Politics - Anti-semitism

On Friday 3 June, Danielle Simonnet, a figure from French political party La France Insoumise, welcomed the support of Jeremy Corbyn, who came from London to beat the pavement in the fifteenth constituency of Paris where she is running for the NUPES (the alliance of the left parties) in the upcoming legislative elections. There was an immediate and legitimate indignation from those who do not have a short memory: they remember Labour’s complacency towards antisemitism when Corbyn was its boss. Danielle Simonnet spoke out: for her, Corbyn is only the “victim of a crude manipulation”. Milo Lévy-Bruhl – who with Adrien Zirah had already analysed in K. the EHRC report on anti-Semitism within the English left-wing party – returns to it this week for Danielle Simonnet’s good information. He takes the opportunity to reflect on the fate of a union of the left, which is undoubtedly desirable today, provided that some of those who lead it no longer deny the reality of the resurgence of anti-Semitism, including on the left.

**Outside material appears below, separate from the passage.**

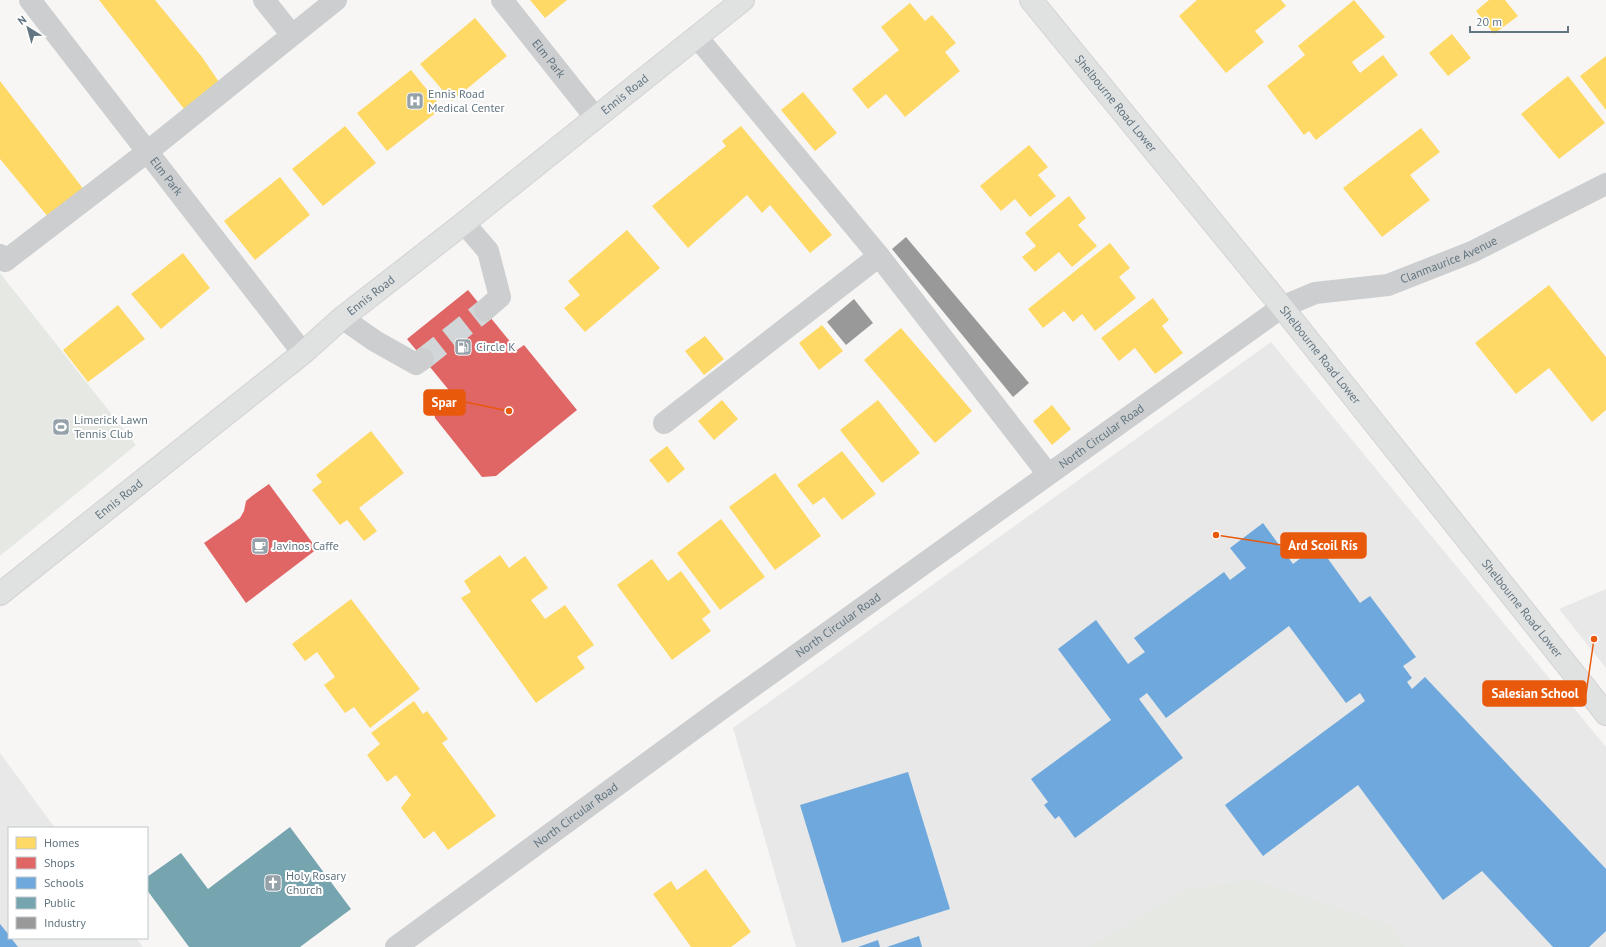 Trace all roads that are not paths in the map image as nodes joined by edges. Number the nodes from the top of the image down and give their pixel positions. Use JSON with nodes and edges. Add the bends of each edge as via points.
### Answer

The plethora of charges made against Jews requires a constant reworking of the concepts used to characterize these phenomena. In recent years, the notion of “secondary anti-Semitism” or “guilt-rejecting anti-Semitism” has thus been invoked to characterize new forms of anti-Jewish hostility that relate to the Holocaust in order to deny it, relativize it, reverse the responsibility for it, etc.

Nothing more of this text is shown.